Within the records below, how many lines hold the string "road"? State that number and nothing else.

Stored items from a collection:
*** Block opens ***

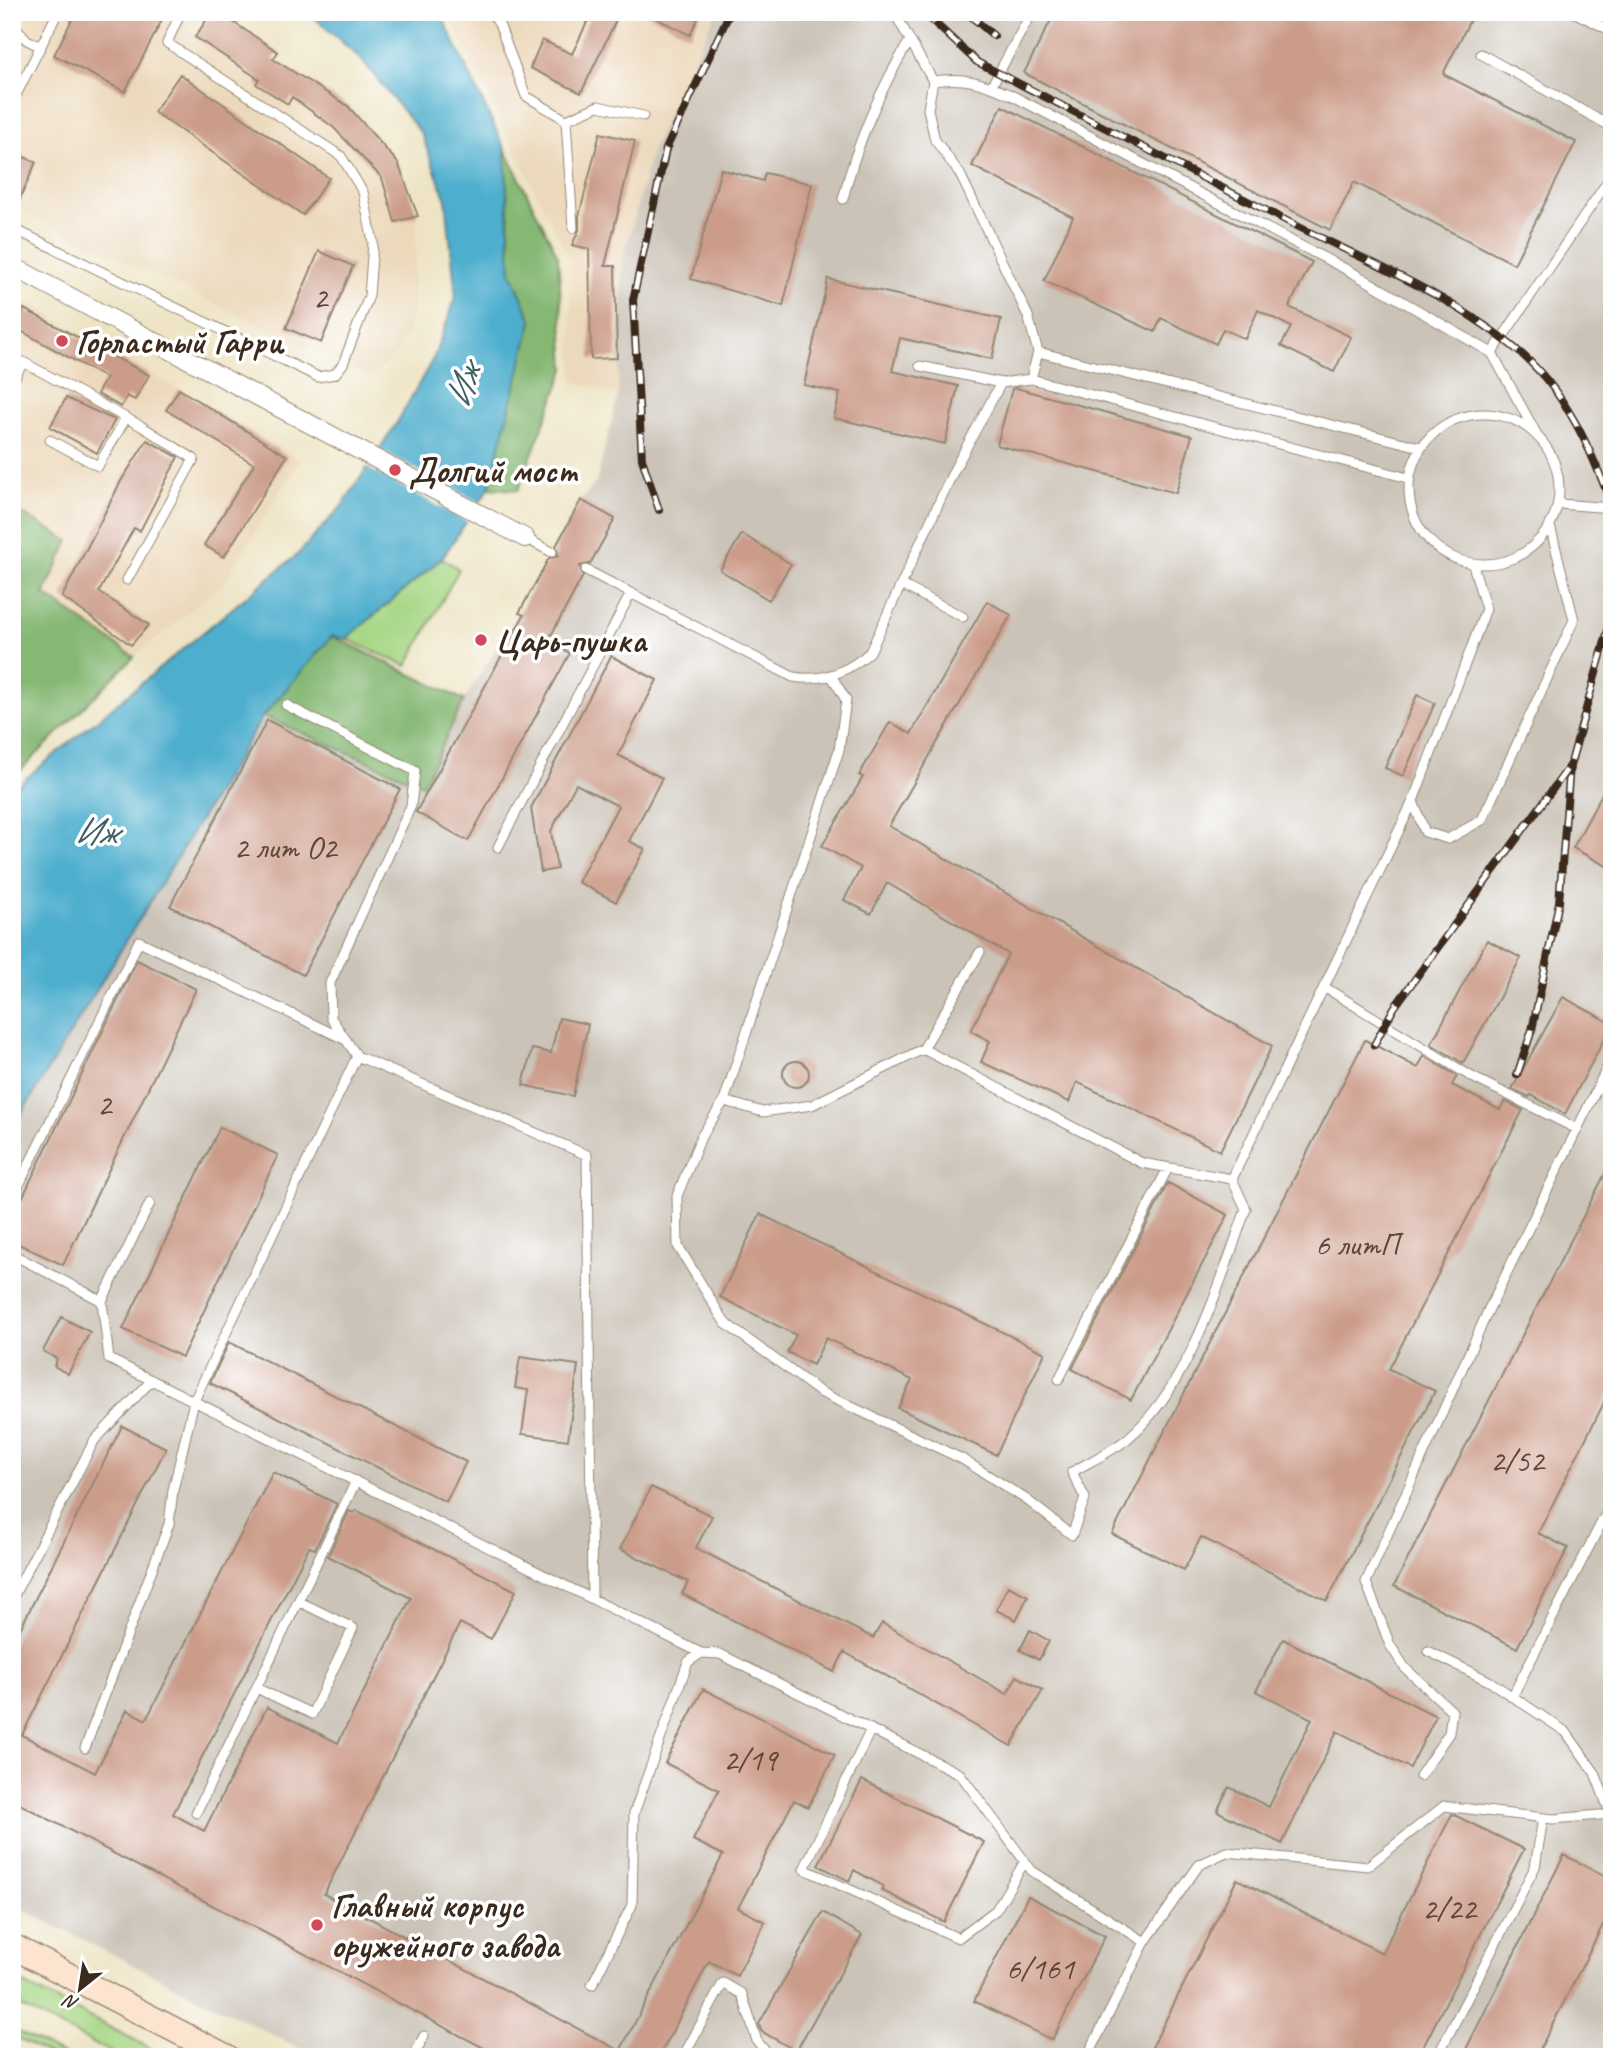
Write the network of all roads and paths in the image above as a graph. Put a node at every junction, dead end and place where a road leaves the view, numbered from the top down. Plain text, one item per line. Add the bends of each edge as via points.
1 (58, 12) edge
2 (181, 12) edge
3 (491, 12) edge
4 (894, 12) edge
5 (1032, 12) edge
6 (1573, 12) edge
7 (12, 23) edge
8 (1612, 30) edge
9 (910, 40) junction
10 (41, 47) junction
11 (1481, 54) dead end
12 (933, 81) junction
13 (991, 87) junction
14 (12, 103) edge
15 (643, 116) dead end
16 (566, 120) junction
17 (1612, 127) edge
18 (1612, 175) edge
19 (843, 199) dead end
20 (12, 228) edge
21 (573, 228) dead end
22 (12, 266) edge
23 (1038, 352) junction
24 (1492, 354) junction
25 (12, 356) edge
26 (23, 362) junction
27 (920, 366) dead end
28 (1031, 379) junction
29 (12, 383) edge
30 (1001, 383) junction
31 (127, 418) junction
32 (1536, 433) junction
33 (50, 440) dead end
34 (1420, 447) junction
35 (1408, 478) junction
36 (1559, 504) junction
37 (1612, 508) edge
38 (1550, 526) junction
39 (525, 538) joint
40 (552, 552) dead end
41 (1473, 565) junction
42 (586, 570) dead end
43 (127, 580) dead end
44 (902, 585) junction
45 (631, 593) junction
46 (963, 617) dead end
47 (831, 675) junction
48 (286, 705) dead end
49 (1413, 801) junction
50 (498, 847) dead end
51 (980, 952) dead end
52 (1324, 987) junction
53 (346, 1040) junction
54 (923, 1049) junction
55 (357, 1056) junction
56 (1612, 1058) edge
57 (724, 1101) junction
58 (1577, 1129) junction
59 (1168, 1168) junction
60 (1232, 1179) junction
61 (12, 1199) edge
62 (150, 1203) dead end
63 (12, 1254) edge
64 (102, 1301) junction
65 (1059, 1379) dead end
66 (152, 1380) junction
67 (194, 1401) junction
68 (356, 1481) junction
69 (1612, 1502) edge
70 (592, 1598) junction
71 (12, 1599) edge
72 (298, 1601) junction
73 (1428, 1651) dead end
74 (701, 1653) junction
75 (256, 1688) junction
76 (1512, 1697) junction
77 (871, 1729) junction
78 (85, 1748) dead end
79 (1420, 1776) dead end
80 (196, 1813) dead end
81 (1611, 1814) edge
82 (1543, 1818) junction
83 (1025, 1861) junction
84 (1145, 1942) junction
85 (12, 1946) edge
86 (592, 1985) dead end
87 (424, 2036) dead end
88 (227, 2057) edge
89 (413, 2057) edge
90 (683, 2057) edge
91 (770, 2057) edge
92 (1087, 2057) edge
93 (1437, 2057) edge

1 - 10 lane
2 - 20 lane via 167,43 341,156 363,192 373,242 369,296 343,365 335,374 318,377
3 - 16 lane via 526,96
4 - 9 lane
5 - 13 lane
6 - 8 lane
7 - 10 lane via 27,40
9 - 12 lane
9 - 19 lane via 885,80 855,150
10 - 14 lane
11 - 17 lane
12 - 13 lane via 971,78
12 - 23 lane via 928,109 935,140 960,174 1028,316
13 - 24 lane via 1355,274
15 - 16 lane via 598,106
16 - 21 lane
18 - 24 lane
22 - 39 street
23 - 28 lane
23 - 34 lane
24 - 32 lane
25 - 26 lane
26 - 29 lane
26 - 31 lane
27 - 30 lane
28 - 30 lane
28 - 35 lane
30 - 44 lane via 954,470
31 - 33 lane via 98,466
31 - 43 lane via 194,459
32 - 34 lane via 1508,416 1475,413 1444,424
32 - 36 lane via 1552,454 1561,480
34 - 35 lane
35 - 41 lane via 1413,517 1436,549
36 - 37 lane
36 - 38 lane
38 - 41 lane via 1522,556
38 - 49 lane via 1574,620 1482,820 1448,839 1425,832
39 - 40 lane
41 - 49 lane via 1486,609
42 - 45 lane
44 - 46 lane
44 - 47 lane via 870,652 857,664
45 - 47 lane via 793,677 814,680
45 - 50 lane
47 - 57 lane via 846,700 839,750
48 - 53 lane via 415,771 411,806 330,983 331,1018
49 - 52 lane
51 - 54 lane
52 - 58 lane via 1472,1077
52 - 60 lane
53 - 55 lane
53 - 61 lane via 139,941
54 - 57 lane via 812,1105 763,1112
54 - 59 lane via 1142,1163
55 - 67 lane
55 - 70 lane via 587,1155
56 - 58 lane
57 - 60 lane via 701,1137 677,1196 678,1247 724,1323 820,1392 962,1459 1072,1535 1085,1498 1072,1472 1127,1439 1171,1389 1217,1290 1246,1209
58 - 79 lane via 1488,1311 1366,1582 1390,1644 1405,1668 1452,1711 1449,1733
59 - 60 lane
59 - 65 lane
62 - 64 lane
63 - 64 lane
64 - 66 lane via 109,1359
66 - 67 lane
66 - 71 lane via 94,1441
67 - 68 lane
67 - 78 lane via 169,1524
68 - 70 lane
68 - 72 lane
69 - 76 lane
70 - 74 lane
72 - 75 lane
72 - 75 lane via 353,1628 312,1714
73 - 76 lane
74 - 77 lane via 720,1654
74 - 86 lane via 688,1662 634,1813 632,1905
75 - 80 lane
76 - 81 lane via 1566,1732 1595,1773
77 - 83 lane via 960,1774
77 - 83 lane via 804,1869 958,1938 996,1910
81 - 82 lane
82 - 84 lane via 1444,1806 1368,1866 1226,1852 1199,1865
82 - 93 lane via 1535,1867
83 - 84 lane via 1032,1871
84 - 92 lane
85 - 88 main road
87 - 89 lane
90 - 91 lane via 723,1983 742,1994 757,2041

*** Block closes ***

▶ SOLUTION BELOW
2